→ Source material
▬▬▬
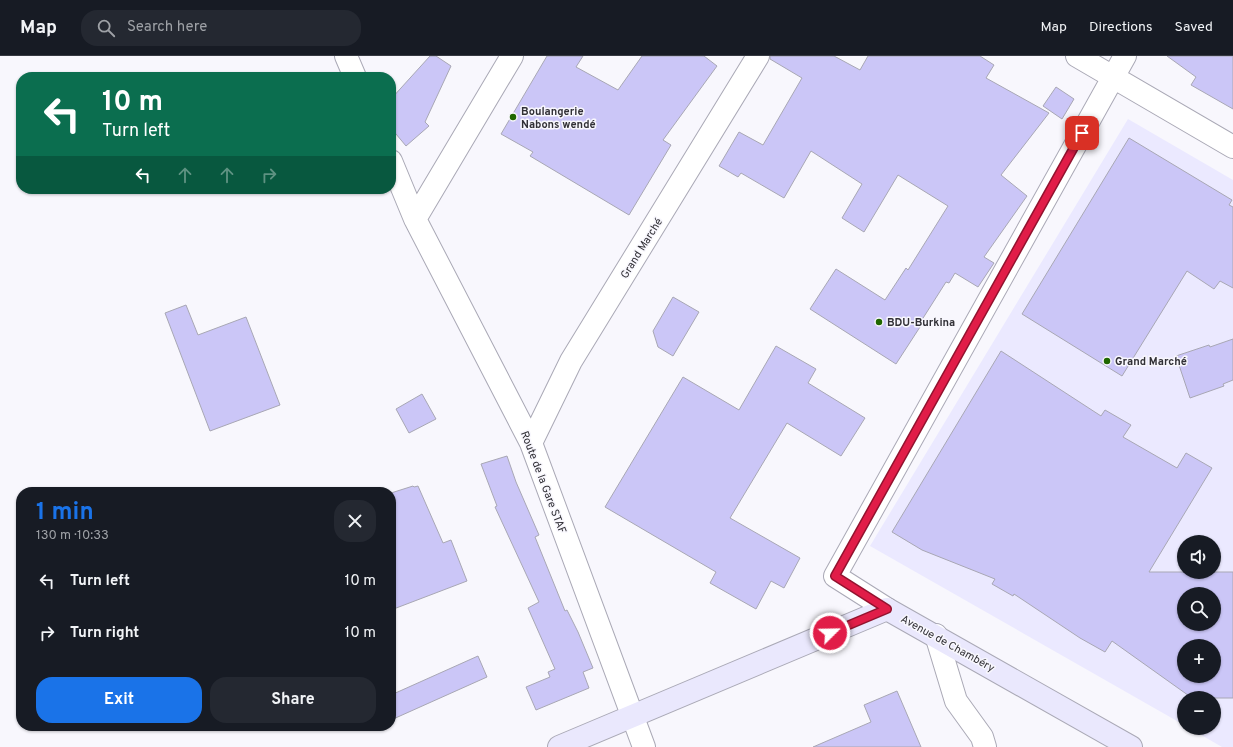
<!DOCTYPE html>
<html lang="en">
<head>
<meta charset="utf-8">
<style>
  :root { --surface:#171b24; --page:#242831; --text:#f1f3f6; --muted:#9ea1a6; --line:#363941; --accent:#1a73e8 }
  body { margin:0; font-family:Overpass,sans-serif; background:var(--page); color:var(--text); height:100vh; display:flex; flex-direction:column; font-size:15px; white-space:nowrap }
  * { box-sizing:border-box; margin:0 }
  p { font-size:13px; color:var(--muted) }
  .icon { flex:none; width:22px; height:22px; fill:none; stroke:currentColor; stroke-width:2; stroke-linecap:round; stroke-linejoin:round }
  .map { position:relative; flex:1; overflow:hidden }
  .drawer { position:absolute; left:16px; top:431px; width:380px; height:244px; display:flex; flex-direction:column; background:var(--surface); border-radius:16px; box-shadow:0 1px 3px #0004 }
  .drawer>* { flex:none }
  .hud { position:absolute; left:16px; top:16px; width:380px; height:122px; border-radius:16px; box-shadow:0 1px 3px #0004; background:#0b6e4f; color:#fff; overflow:hidden }
  .controls { position:absolute; left:1177px; top:479px; display:grid; gap:8px }
  .controls a { display:grid; place-items:center; width:44px; height:44px; border-radius:50%; background:var(--surface); box-shadow:0 1px 3px #0004; font-size:20px }
  .pin { position:absolute; display:grid; place-items:center; width:34px; height:34px; color:#fff; margin:-17px; border-radius:8px; box-shadow:0 2px 6px #0006 }
  .me { position:absolute; width:44px; margin:-22px; rotate:67deg; stroke-linejoin:round; filter:drop-shadow(0 0 3px #0008) }
  .turn { display:flex; align-items:center; gap:14px; height:84px; padding:0 20px; font-size:18px }
  .turn .icon { width:52px; height:52px; stroke-width:2.5 }
  .turn b { display:block; font-size:28px; line-height:34px }
  .lanes { display:flex; align-items:center; height:38px; padding:0 20px; background:#0003; justify-content:center; gap:20px; direction:ltr }
  .lanes .off { opacity:.35 }
  .round { display:grid; place-items:center; flex:none; width:42px; height:42px; border-radius:16px; background:var(--page) }
  .summary { display:flex; align-items:center; justify-content:space-between; height:68px; padding:0 20px }
  h1 { font-size:24px; font-weight:700; line-height:30px; color:var(--accent) }
  .action { display:flex; gap:8px; margin-top:auto; padding:8px 20px }
  .action a { flex:1; height:46px; border-radius:16px; background:var(--accent); color:#fff; font-size:16px; font-weight:700; line-height:46px; text-align:center }
  .action a+a { background:var(--page); color:var(--text) }
  ul { padding:0; list-style:none }
  li { display:flex; align-items:center; gap:12px; height:52px; padding:0 20px }
  li div { flex:1 }
  li b { display:block; font-size:15px }
  li em { font-style:normal }
  header { display:flex; align-items:center; gap:24px; box-sizing:border-box; height:56px; padding:0 20px; background:var(--surface); border-bottom:1px solid var(--line) }
  header strong { font-size:19px }
  nav { display:flex; gap:22px; margin-inline-start:auto; font-size:14px }
  .search { width:280px; height:36px; background:var(--page); display:flex; align-items:center; gap:10px; box-sizing:border-box; padding:0 14px; border-radius:16px; color:var(--muted); font-size:15px }
  .map>svg:first-child { display:block }
  .built { fill:#ebe9ff; fill-rule:evenodd }
  .building { fill:#cbc6f7; stroke:#a8a7b4; fill-rule:evenodd }
  .lines { fill:none; stroke-linecap:round; stroke-linejoin:round }
  .street-casing { stroke:#aaa9b6; stroke-width:24 }
  .secondary-casing { stroke:#aaa9b6; stroke-width:24 }
  .street { stroke:#fff; stroke-width:22 }
  .secondary { stroke:#eae8fd; stroke-width:22 }
  .route-casing { stroke:#92132f; stroke-width:10 }
  .route { stroke:#e11d48; stroke-width:7 }
  .poi-dot { fill:#1f6700; stroke:#f8f7fd; stroke-width:1.5 }
  .labels { text-anchor:middle; stroke-width:3; stroke-linejoin:round; paint-order:stroke }
  .poi-label { font-size:11px; font-weight:bold; fill:#313036; stroke:#f8f7fd; text-anchor:start }
  .street-label { font-size:11px; fill:#313036; stroke:#f8f7fd }
</style>
</head>
<body>
<header>
<strong>Map</strong>
<div class="search"><svg class="icon" aria-label="search" viewBox="0 0 24 24"><circle cx="10" cy="10" r="6"/><path d="M15 15l6 6"/></svg>Search here</div>
<nav><a>Map</a><a>Directions</a><a>Saved</a></nav>
</header>
<div class="map">
<svg width="1233" height="691" viewBox="0 0 1233 691">
  <rect width="100%" height="100%" fill="#f8f7fd"/>
  <path class="built" d="M1128,63L1233,124V691H1222L1189,672H1214V642H1184V669L870,490ZM1184,486H1214V516H1184ZM1184,538H1214V568H1184ZM1184,590H1214V620H1184Z"/>
  <path class="building" d="M430,0H436L451,10L425,66L429,70L406,90L391,72V43Z
    M547,0H583L576,11L618,34L642,0H704L717,10L663,84L671,89L629,159L530,100L533,96L501,78Z
    M770,0H834L860,14L868,0H980L994,9L986,22L1049,57L1001,119L1027,140L984,201L994,207L978,231L955,217L949,227L946,226L918,270L920,271L896,308L810,253L836,213L885,244L906,212L908,214L948,150L898,119L864,176L842,162L862,128L811,95L784,142L741,117L738,121L719,110L739,76L763,89L802,22L770,3Z
    M1167,0H1233V53L1191,29L1196,21Z
    M1056,31L1074,43L1062,63L1043,50Z
    M1129,82L1232,144L1229,149L1233,151V232L1220,225L1214,233L1187,215L1122,320L1022,258Z
    M673,241L699,256L673,300L658,291L653,275Z
    M186,249L198,279L246,261L280,349L210,375L165,257Z
    M1233,283V324L1223,328L1224,330L1190,342L1176,300L1209,289L1210,291Z
    M776,290L816,313L808,327L865,362L841,400L787,367L730,462L800,502L784,532L771,525L756,553L710,527L716,516L605,451L683,321L739,354Z
    M1001,295L1101,360L1105,354L1131,369L1123,381L1177,412L1186,397L1212,412L1149,516H1233V642H1192L1112,585L1105,596L1080,582L1014,538L1013,540L992,528L995,523L922,494L892,476ZM1184,538H1214V568H1184ZM1184,590H1214V620H1184Z
    M422,338L436,363L409,377L396,353Z
    M507,400L516,426L539,479L535,481L565,555L567,554L578,576L593,612L583,616L589,632L536,654L526,631L550,621L548,616L555,613L528,552L539,546L495,451L497,450L481,408Z
    M413,430L414,431L418,430L443,487L451,484L467,525L391,554V437Z
    M478,600L487,621L391,664V639Z
    M897,635L921,691H813L871,666L864,649Z"/>
  <g class="lines">
    <defs>
      <path id="street" d="M346,0L355,21
        M1077,0L1233,91
        M391,105L415,163L531,387L644,691
        M415,163L512,0
        M531,387L571,305L758,0
        M887,553L835,520L1125,0
        M936,579L956,645L982,681L985,691"/>
      <path id="secondary" d="M559,691L887,553L1131,691"/>
    </defs>
    <use href="#street" class="street-casing"/>
    <use href="#secondary" class="secondary-casing"/>
    <use href="#street" class="street"/>
    <use href="#secondary" class="secondary"/>
  </g>
  <g class="lines">
    <defs>
      <path id="route" d="M830,577L887,553L835,520L1082,77"/>
    </defs>
    <use href="#route" class="route-casing"/>
    <use href="#route" class="route"/>
  </g>
  <g class="poi-dot">
    <circle cx="513" cy="61" r="4"/>
    <circle cx="879" cy="266" r="4"/>
    <circle cx="1107" cy="305" r="4"/>
  </g>
  <g class="labels">
    <g class="poi-label">
      <text x="521" y="59">Boulangerie<tspan x="521" dy="13">Nabons wendé</tspan></text>
      <text x="887" y="270">BDU-Burkina</text>
      <text x="1115" y="309">Grand Marché</text>
    </g>
    <g class="street-label">
      <text transform="translate(641 192) rotate(-58)" y="4">Grand Marché</text>
      <text transform="translate(544 426) rotate(69)" y="4">Route de la Gare STAF</text>
      <text transform="translate(948 587) rotate(29)" y="4">Avenue de Chambéry</text>
    </g>
  </g>
</svg>
<div class="controls">
<a><svg class="icon" aria-label="sound" viewBox="0 0 24 24"><path d="M4 9h4l5-4v14l-5-4H4zM17 9q2 3 0 6"/></svg></a>
<a><svg class="icon" aria-label="search" viewBox="0 0 24 24"><circle cx="10" cy="10" r="6"/><path d="M15 15l6 6"/></svg></a>
<a>+</a>
<a>−</a>
</div>
<div class="pin" style="left:1082px;top:77px;background:#d93025"><svg class="icon" aria-label="arrive" viewBox="0 0 24 24"><path d="M6 21V4h12l-3 4 3 4H6"/></svg></div>
<svg class="me" style="left:830px;top:577px" viewBox="-20 -20 40 40"><circle r="17" fill="#e11d48" stroke="#fff" stroke-width="3"/><path d="M0-11L8 9 0 5-8 9z" fill="#fff"/></svg>
<div class="hud">
<div class="turn"><svg class="icon" aria-label="left" viewBox="0 0 24 24"><path d="M17 20v-9H6M10 6l-5 5 5 5"/></svg><div><b>10 m</b>Turn left</div></div>
<div class="lanes"><svg class="icon" aria-label="left" viewBox="0 0 24 24"><path d="M17 20v-9H6M10 6l-5 5 5 5"/></svg><svg class="icon off" aria-label="ahead" viewBox="0 0 24 24"><path d="M12 20V5M6 11l6-6 6 6"/></svg><svg class="icon off" aria-label="ahead" viewBox="0 0 24 24"><path d="M12 20V5M6 11l6-6 6 6"/></svg><svg class="icon off" aria-label="right" viewBox="0 0 24 24"><path d="M7 20v-9h11M14 6l5 5-5 5"/></svg></div>
</div>
<section class="drawer">
<div class="summary"><div><h1>1 min</h1><p>130 m · 10:33</p></div><a class="round"><svg class="icon" aria-label="close" viewBox="0 0 24 24"><path d="M6 6l12 12M18 6L6 18"/></svg></a></div>
<ul>
<li><svg class="icon" aria-label="left" viewBox="0 0 24 24"><path d="M17 20v-9H6M10 6l-5 5 5 5"/></svg><div><b>Turn left</b></div><em>10 m</em></li>
<li><svg class="icon" aria-label="right" viewBox="0 0 24 24"><path d="M7 20v-9h11M14 6l5 5-5 5"/></svg><div><b>Turn right</b></div><em>10 m</em></li>
</ul>
<div class="action"><a>Exit</a><a>Share</a></div>
</section>
</div>
</body>
</html>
▬▬▬
→ What you are asked to do
Check each line of the material for the string "street" and say how many lines have it. Give the number only.

→ Output below
7